I will leave it to the author to confirm or deny your second point.
@elifland Here is evidence of my assertion that a generally engaged reader does not appreciate nearly how dominant AI R&D speedups are with regard to either model we talked about today.
For context, my preregistered guess would be that AI R&D speed ups along the way to superhuman coder make it come around 1.5x faster, though between 1.25-2 all are consistent with my best guess. (So e.g., rather than ~2029.0 median on Eli’s model without intermediate AI R&D speed ups we’d see around 2031.0 or so. I’d expect a bigger effect on the 10th percentile due to uncertainty.)
There are more speedups hidden across parameters, e.g. “Doubling time at RE-Bench saturation toward our time horizon milestone, on a hypothetical task suite like HCAST but starting with only RE-Bench’s task distribution” which also just drops the doubling time.
Unless you are in the simpler model, in which case the singularity is hiding the importance of the R&D speedup.
There are more speedups hidden across parameters, e.g. “Doubling time at RE-Bench saturation toward our time horizon milestone, on a hypothetical task suite like HCAST but starting with only RE-Bench’s task distribution” which also just drops the doubling time.
Could you argue against dropping the expected doubling time on the object level, if you don’t find the reasons compelling? I acknowledge that the explanations may not be super clear, lmk if you have questions. I don’t think that this would change the overall outputs that much though since most of the time in the benchmarks and gaps model is not from the time horizon extrapolation.
I can’t argue against a handful different speedups all on the object level without reference to each other. The justifications generally lie on basically the same intuition which is that AI R&D is strongly enhanced by AI in a virtuous cycle. The only mechanical cause for the speedup claimed is compute efficiency (aka less compute per same performance), and it’s hard for me to imagine what other mechanical cause could be claimed that isn’t contained in compute or compute efficiency.
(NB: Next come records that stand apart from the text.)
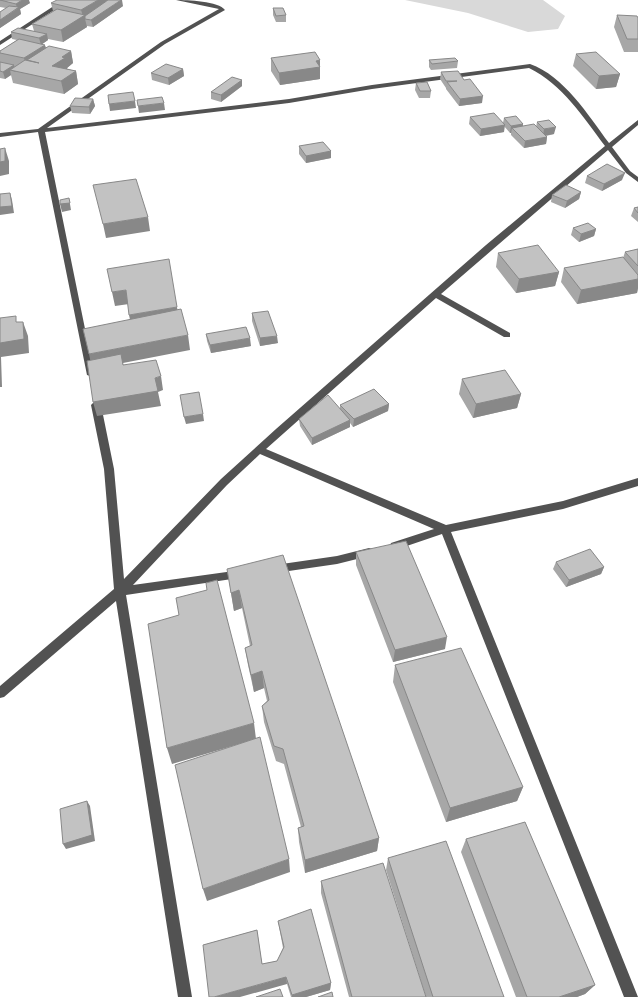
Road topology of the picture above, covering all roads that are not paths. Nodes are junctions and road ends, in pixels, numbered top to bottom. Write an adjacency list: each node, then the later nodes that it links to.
1 (67, 0): 3 (street)
2 (179, 0): 6 (street)
3 (0, 43)
4 (638, 122): 9 (street)
5 (0, 126): 7 (street)
6 (41, 130): 7 (street); 9 (street); 16 (street)
7 (18, 132): 8 (street)
8 (0, 134)
9 (608, 148): 10 (street); 11 (street)
10 (638, 180)
11 (435, 294): 12 (street); 13 (street)
12 (507, 335)
13 (259, 450): 15 (street); 16 (street)
14 (638, 482): 15 (street)
15 (445, 529): 16 (street); 19 (street)
16 (120, 591): 17 (street); 18 (street)
17 (0, 693)
18 (185, 997)
19 (631, 997)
Finally if I understand the gaps model, it is not a trend exptrapolation model at all! It is purely guesses about calendar time put into a form they are hard to disentangle or validate.
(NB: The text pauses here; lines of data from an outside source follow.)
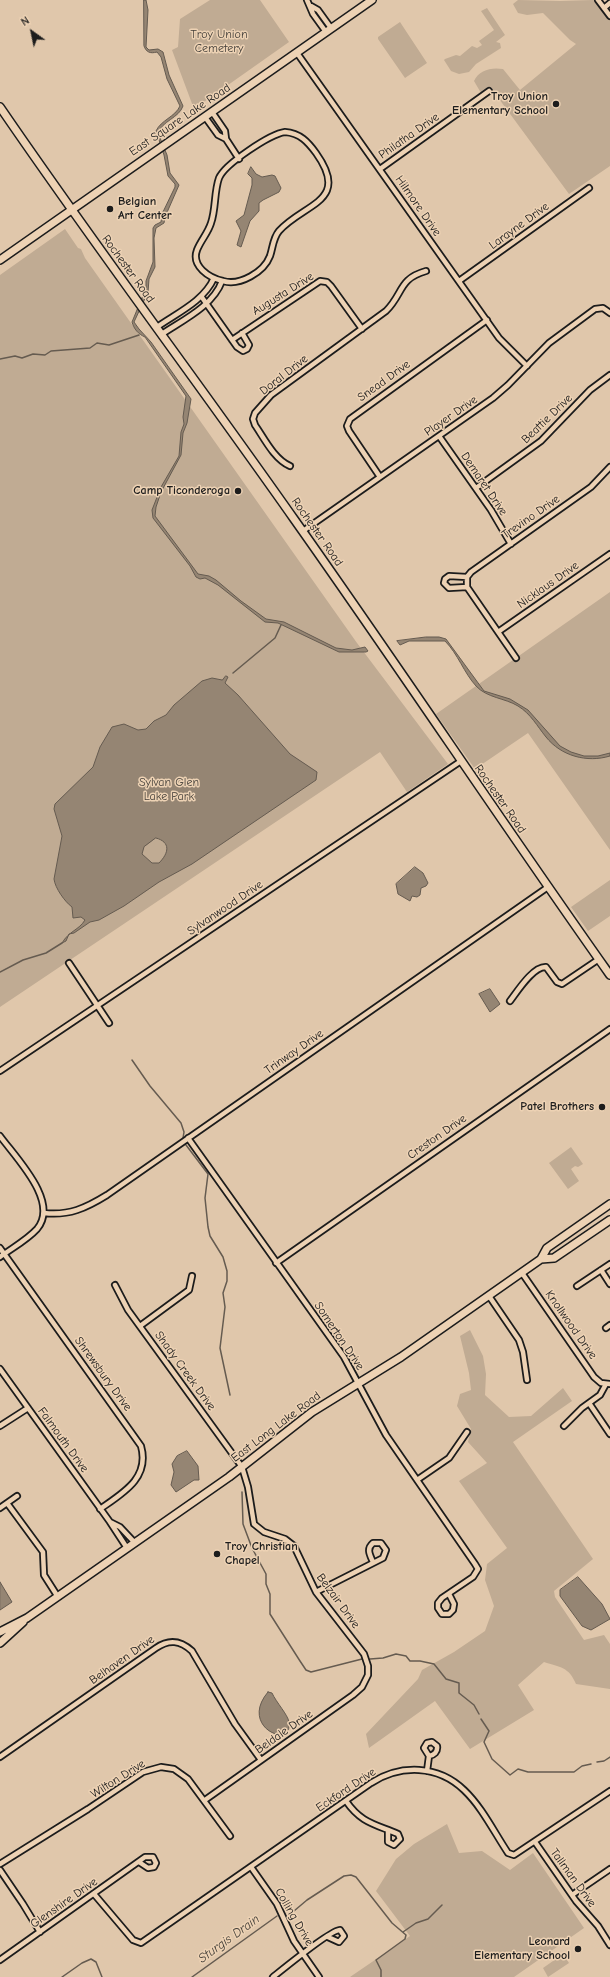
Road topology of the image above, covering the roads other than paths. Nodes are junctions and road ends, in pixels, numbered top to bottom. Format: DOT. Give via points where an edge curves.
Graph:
graph roads {
  1 [pos="307,0"];
  2 [pos="372,0"];
  3 [pos="598,0"];
  4 [pos="610,3"];
  5 [pos="604,8"];
  6 [pos="610,16"];
  7 [pos="328,30"];
  8 [pos="297,53"];
  9 [pos="489,91"];
  10 [pos="0,107"];
  11 [pos="212,112"];
  12 [pos="205,117"];
  13 [pos="226,139"];
  14 [pos="239,158"];
  15 [pos="380,169"];
  16 [pos="590,188"];
  17 [pos="71,210"];
  18 [pos="0,260"];
  19 [pos="426,271"];
  20 [pos="214,278"];
  21 [pos="222,281"];
  22 [pos="459,281"];
  23 [pos="201,296"];
  24 [pos="207,303"];
  25 [pos="610,313"];
  26 [pos="487,320"];
  27 [pos="157,327"];
  28 [pos="362,329"];
  29 [pos="242,333"];
  30 [pos="162,334"];
  31 [pos="232,340"];
  32 [pos="527,366"];
  33 [pos="610,375"];
  34 [pos="439,436"];
  35 [pos="290,466"];
  36 [pos="610,467"];
  37 [pos="380,477"];
  38 [pos="476,488"];
  39 [pos="303,531"];
  40 [pos="511,544"];
  41 [pos="610,554"];
  42 [pos="467,577"];
  43 [pos="467,585"];
  44 [pos="498,632"];
  45 [pos="516,658"];
  46 [pos="461,761"];
  47 [pos="548,887"];
  48 [pos="599,960"];
  49 [pos="69,963"];
  50 [pos="610,975"];
  51 [pos="510,1001"];
  52 [pos="98,1006"];
  53 [pos="109,1023"];
  54 [pos="610,1029"];
  55 [pos="0,1071"];
  56 [pos="0,1136"];
  57 [pos="188,1138"];
  58 [pos="610,1204"];
  59 [pos="44,1212"];
  60 [pos="610,1220"];
  61 [pos="579,1225"];
  62 [pos="583,1239"];
  63 [pos="0,1248"];
  64 [pos="2,1255"];
  65 [pos="541,1259"];
  66 [pos="276,1263"];
  67 [pos="610,1264"];
  68 [pos="601,1270"];
  69 [pos="522,1272"];
  70 [pos="192,1276"];
  71 [pos="610,1284"];
  72 [pos="115,1285"];
  73 [pos="577,1286"];
  74 [pos="489,1296"];
  75 [pos="140,1326"];
  76 [pos="0,1369"];
  77 [pos="527,1380"];
  78 [pos="358,1384"];
  79 [pos="608,1384"];
  80 [pos="588,1404"];
  81 [pos="28,1408"];
  82 [pos="0,1426"];
  83 [pos="564,1426"];
  84 [pos="467,1432"];
  85 [pos="610,1434"];
  86 [pos="242,1467"];
  87 [pos="417,1480"];
  88 [pos="17,1496"];
  89 [pos="7,1503"];
  90 [pos="0,1508"];
  91 [pos="100,1509"];
  92 [pos="110,1522"];
  93 [pos="135,1543"];
  94 [pos="127,1548"];
  95 [pos="373,1562"];
  96 [pos="316,1592"];
  97 [pos="449,1594"];
  98 [pos="58,1597"];
  99 [pos="27,1618"];
  100 [pos="0,1632"];
  101 [pos="0,1643"];
  102 [pos="368,1675"];
  103 [pos="429,1756"];
  104 [pos="0,1757"];
  105 [pos="260,1760"];
  106 [pos="426,1771"];
  107 [pos="610,1791"];
  108 [pos="205,1800"];
  109 [pos="346,1801"];
  110 [pos="388,1831"];
  111 [pos="230,1836"];
  112 [pos="535,1842"];
  113 [pos="139,1862"];
  114 [pos="0,1864"];
  115 [pos="251,1867"];
  116 [pos="610,1869"];
  117 [pos="0,1870"];
  118 [pos="94,1894"];
  119 [pos="572,1895"];
  120 [pos="40,1932"];
  121 [pos="328,1937"];
  122 [pos="610,1945"];
  123 [pos="303,1954"];
  124 [pos="0,1960"];
  125 [pos="273,1977"];
  126 [pos="319,1977"];
  1 -- 7 [label="street" via="318,10"];
  2 -- 7 [label="main road, East Square Lake Road"];
  3 -- 5 [label="street"];
  4 -- 5 [label="street"];
  5 -- 6 [label="street"];
  7 -- 8 [label="main road, East Square Lake Road"];
  8 -- 11 [label="main road, East Square Lake Road"];
  8 -- 15 [label="street, Hilmore Drive"];
  9 -- 15 [label="street, Philatha Drive"];
  10 -- 17 [label="main road, Rochester Road"];
  11 -- 12 [label="main road, East Square Lake Road"];
  11 -- 13 [label="street" via="225,131"];
  12 -- 13 [label="street" via="218,135"];
  12 -- 17 [label="main road, East Square Lake Road"];
  13 -- 14 [label="street"];
  14 -- 20 [label="street" via="226,168 219,179 212,222 196,252 198,265"];
  14 -- 21 [label="street" via="273,135 293,133 301,136 310,145 326,169 328,181 320,200 279,231 274,238 269,258 263,266 242,280"];
  15 -- 22 [label="street, Hilmore Drive"];
  16 -- 22 [label="street, Larayne Drive"];
  17 -- 18 [label="main road, East Square Lake Road"];
  17 -- 27 [label="main road, Rochester Road"];
  19 -- 28 [label="street" via="410,276 390,307"];
  20 -- 21 [label="street"];
  20 -- 23 [label="street"];
  21 -- 24 [label="street"];
  22 -- 26 [label="street, Hilmore Drive"];
  23 -- 24 [label="street"];
  23 -- 27 [label="street"];
  24 -- 30 [label="street"];
  24 -- 31 [label="street"];
  25 -- 32 [label="street, Player Drive" via="601,308 595,309 554,339"];
  26 -- 32 [label="street, Hilmore Drive" via="505,345"];
  26 -- 37 [label="street, Snead Drive" via="350,419 349,431"];
  27 -- 30 [label="main road, Rochester Road"];
  28 -- 29 [label="street, Augusta Drive" via="332,286 324,281 315,283"];
  28 -- 35 [label="street, Doral Drive" via="276,391 254,416 259,431 277,455"];
  29 -- 31 [label="street, Augusta Drive"];
  29 -- 31 [label="street" via="249,344 247,349 239,349"];
  30 -- 39 [label="main road, Rochester Road"];
  32 -- 34 [label="street, Player Drive" via="497,396"];
  33 -- 38 [label="street, Beattie Drive" via="586,394 541,441"];
  34 -- 37 [label="street, Player Drive"];
  34 -- 38 [label="street, Demaret Drive"];
  36 -- 40 [label="street, Trevino Drive" via="591,487"];
  37 -- 39 [label="street, Player Drive"];
  38 -- 40 [label="street, Demaret Drive"];
  39 -- 46 [label="main road, Rochester Road"];
  40 -- 42 [label="street, Trevino Drive"];
  41 -- 44 [label="street, Nicklaus Drive"];
  42 -- 43 [label="street"];
  42 -- 43 [label="street" via="449,576 444,583 449,588"];
  43 -- 44 [label="street"];
  44 -- 45 [label="street"];
  46 -- 47 [label="main road, Rochester Road"];
  46 -- 52 [label="street, Sylvanwood Drive"];
  47 -- 48 [label="main road, Rochester Road"];
  47 -- 57 [label="street, Trinway Drive"];
  48 -- 50 [label="main road, Rochester Road"];
  48 -- 51 [label="street" via="562,984 546,966 540,967"];
  49 -- 52 [label="street"];
  52 -- 53 [label="street"];
  52 -- 55 [label="street, Sylvanwood Drive"];
  54 -- 66 [label="street, Creston Drive"];
  56 -- 59 [label="street" via="40,1191"];
  57 -- 59 [label="street, Trinway Drive" via="88,1207 66,1214"];
  57 -- 66 [label="street, Somerton Drive"];
  58 -- 61 [label="main road, East Long Lake Road"];
  59 -- 64 [label="street" via="36,1230"];
  60 -- 62 [label="main road, East Long Lake Road"];
  61 -- 62 [label="main road" via="578,1232"];
  61 -- 65 [label="main road, East Long Lake Road" via="548,1248"];
  62 -- 65 [label="main road, East Long Lake Road" via="554,1258"];
  63 -- 64 [label="street, Shrewsbury Drive"];
  64 -- 91 [label="street, Shrewsbury Drive" via="141,1446 143,1459 138,1478 127,1490"];
  65 -- 69 [label="main road, East Long Lake Road"];
  66 -- 78 [label="street, Somerton Drive" via="344,1357"];
  67 -- 68 [label="street"];
  68 -- 71 [label="street"];
  68 -- 73 [label="street"];
  69 -- 74 [label="main road, East Long Lake Road"];
  69 -- 79 [label="street, Knollwood Drive" via="594,1376"];
  70 -- 75 [label="street" via="189,1290"];
  72 -- 75 [label="street, Shady Creek Drive" via="124,1304"];
  74 -- 77 [label="street" via="519,1340 524,1352"];
  74 -- 78 [label="main road, East Long Lake Road"];
  75 -- 86 [label="street, Shady Creek Drive"];
  76 -- 81 [label="street, Falmouth Drive"];
  78 -- 86 [label="main road, East Long Lake Road" via="303,1418"];
  78 -- 87 [label="street, Somerton Drive" via="383,1430"];
  79 -- 80 [label="street" via="602,1393"];
  80 -- 83 [label="street"];
  80 -- 85 [label="street"];
  81 -- 82 [label="street"];
  81 -- 91 [label="street, Falmouth Drive"];
  84 -- 87 [label="street" via="449,1458"];
  86 -- 93 [label="main road, East Long Lake Road"];
  86 -- 96 [label="street, Belzair Drive" via="247,1481 254,1524 264,1532 285,1539 294,1546"];
  87 -- 97 [label="street, Somerton Drive" via="478,1571"];
  88 -- 89 [label="street"];
  89 -- 90 [label="street"];
  89 -- 98 [label="street" via="43,1552 44,1575"];
  91 -- 92 [label="street, Falmouth Drive"];
  92 -- 93 [label="street, Falmouth Drive" via="120,1527"];
  92 -- 94 [label="street, Falmouth Drive"];
  93 -- 94 [label="main road, East Long Lake Road"];
  94 -- 98 [label="main road, East Long Lake Road"];
  95 -- 95 [label="street" via="383,1558 386,1553 381,1543 373,1543 370,1548 369,1553"];
  95 -- 96 [label="street"];
  96 -- 102 [label="street, Belzair Drive" via="364,1654"];
  97 -- 97 [label="street" via="439,1601 437,1606 440,1612 446,1614 454,1607"];
  98 -- 99 [label="main road, East Long Lake Road"];
  99 -- 100 [label="main road, East Long Lake Road"];
  99 -- 101 [label="main road, East Long Lake Road"];
  102 -- 105 [label="street, Beldale Drive" via="362,1687 353,1695"];
  103 -- 106 [label="street"];
  104 -- 105 [label="street, Belhaven Drive" via="156,1648 170,1641 187,1646 196,1657 232,1719"];
  105 -- 108 [label="street, Beldale Drive"];
  106 -- 109 [label="street, Eckford Drive" via="390,1773"];
  106 -- 112 [label="street, Eckford Drive" via="448,1779 465,1791 509,1854 516,1855"];
  107 -- 112 [label="street, Eckford Drive"];
  108 -- 111 [label="street, Wilton Drive"];
  108 -- 114 [label="street, Wilton Drive" via="178,1770 161,1767 148,1770"];
  109 -- 110 [label="street" via="359,1817"];
  109 -- 115 [label="street, Eckford Drive"];
  112 -- 119 [label="street, Tallman Drive"];
  113 -- 118 [label="street, Glenshire Drive"];
  115 -- 118 [label="street, Eckford Drive" via="141,1943 133,1940"];
  115 -- 123 [label="street, Colling Drive" via="277,1904"];
  116 -- 119 [label="street"];
  117 -- 120 [label="street"];
  118 -- 120 [label="street, Glenshire Drive"];
  119 -- 122 [label="street, Tallman Drive"];
  120 -- 124 [label="street, Glenshire Drive"];
  121 -- 123 [label="street"];
  123 -- 125 [label="street"];
  123 -- 126 [label="street, Colling Drive"];
}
To make effective bets we need a relatively high-probability, falsifiable, and quickly-resolving metric that is unlikely to be gamed. METR benchmarks (like every benchmark ever) are able to be gamed or reacted to (the gaming of which is the argument made about most of those handful of distinct speedups). However, if the model relies on a core assumption that is falsifiable, we should focus on that metric. If computational efficiency gains are not core to the model, I am confused on how it claims we will reach SC that is different from bare assertion that we reach SC soon with no reference to anything falsifiable!
Is your issue that it shouldn’t be this determinate, or that it should be more clearly explained? I’m guessing both? As I’ve said I’m happy to make how important various parameters are more salient in non-high-effort ways.
(Yes, sorry, edited my original comment to clarify.)
I don’t think the “AI assisted AI R&D” speed ups along the way to superhuman coder make a huge difference to the bottom line?
I will leave it to the author to confirm or deny your second point.
@elifland Here is evidence of my assertion that a generally engaged reader does not appreciate nearly how dominant AI R&D speedups are with regard to either model we talked about today.
For context, my preregistered guess would be that AI R&D speed ups along the way to superhuman coder make it come around 1.5x faster, though between 1.25-2 all are consistent with my best guess. (So e.g., rather than ~2029.0 median on Eli’s model without intermediate AI R&D speed ups we’d see around 2031.0 or so. I’d expect a bigger effect on the 10th percentile due to uncertainty.)
Just ran the code and it looks like I’m spot on and the median goes to Mar 2031.
There are more speedups hidden across parameters, e.g. “Doubling time at RE-Bench saturation toward our time horizon milestone, on a hypothetical task suite like HCAST but starting with only RE-Bench’s task distribution” which also just drops the doubling time.
Unless you are in the simpler model, in which case the singularity is hiding the importance of the R&D speedup.
Could you argue against dropping the expected doubling time on the object level, if you don’t find the reasons compelling? I acknowledge that the explanations may not be super clear, lmk if you have questions. I don’t think that this would change the overall outputs that much though since most of the time in the benchmarks and gaps model is not from the time horizon extrapolation.
I can’t argue against a handful different speedups all on the object level without reference to each other. The justifications generally lie on basically the same intuition which is that AI R&D is strongly enhanced by AI in a virtuous cycle. The only mechanical cause for the speedup claimed is compute efficiency (aka less compute per same performance), and it’s hard for me to imagine what other mechanical cause could be claimed that isn’t contained in compute or compute efficiency.
Finally if I understand the gaps model, it is not a trend exptrapolation model at all! It is purely guesses about calendar time put into a form they are hard to disentangle or validate.
To make effective bets we need a relatively high-probability, falsifiable, and quickly-resolving metric that is unlikely to be gamed. METR benchmarks (like every benchmark ever) are able to be gamed or reacted to (the gaming of which is the argument made about most of those handful of distinct speedups). However, if the model relies on a core assumption that is falsifiable, we should focus on that metric. If computational efficiency gains are not core to the model, I am confused on how it claims we will reach SC that is different from bare assertion that we reach SC soon with no reference to anything falsifiable!
For the record, here is the simple model without a super-exponential singularity, both with and without the R&D speedups:
I can hardly call this anything but extremely determinate of the results
Is your issue that it shouldn’t be this determinate, or that it should be more clearly explained? I’m guessing both? As I’ve said I’m happy to make how important various parameters are more salient in non-high-effort ways.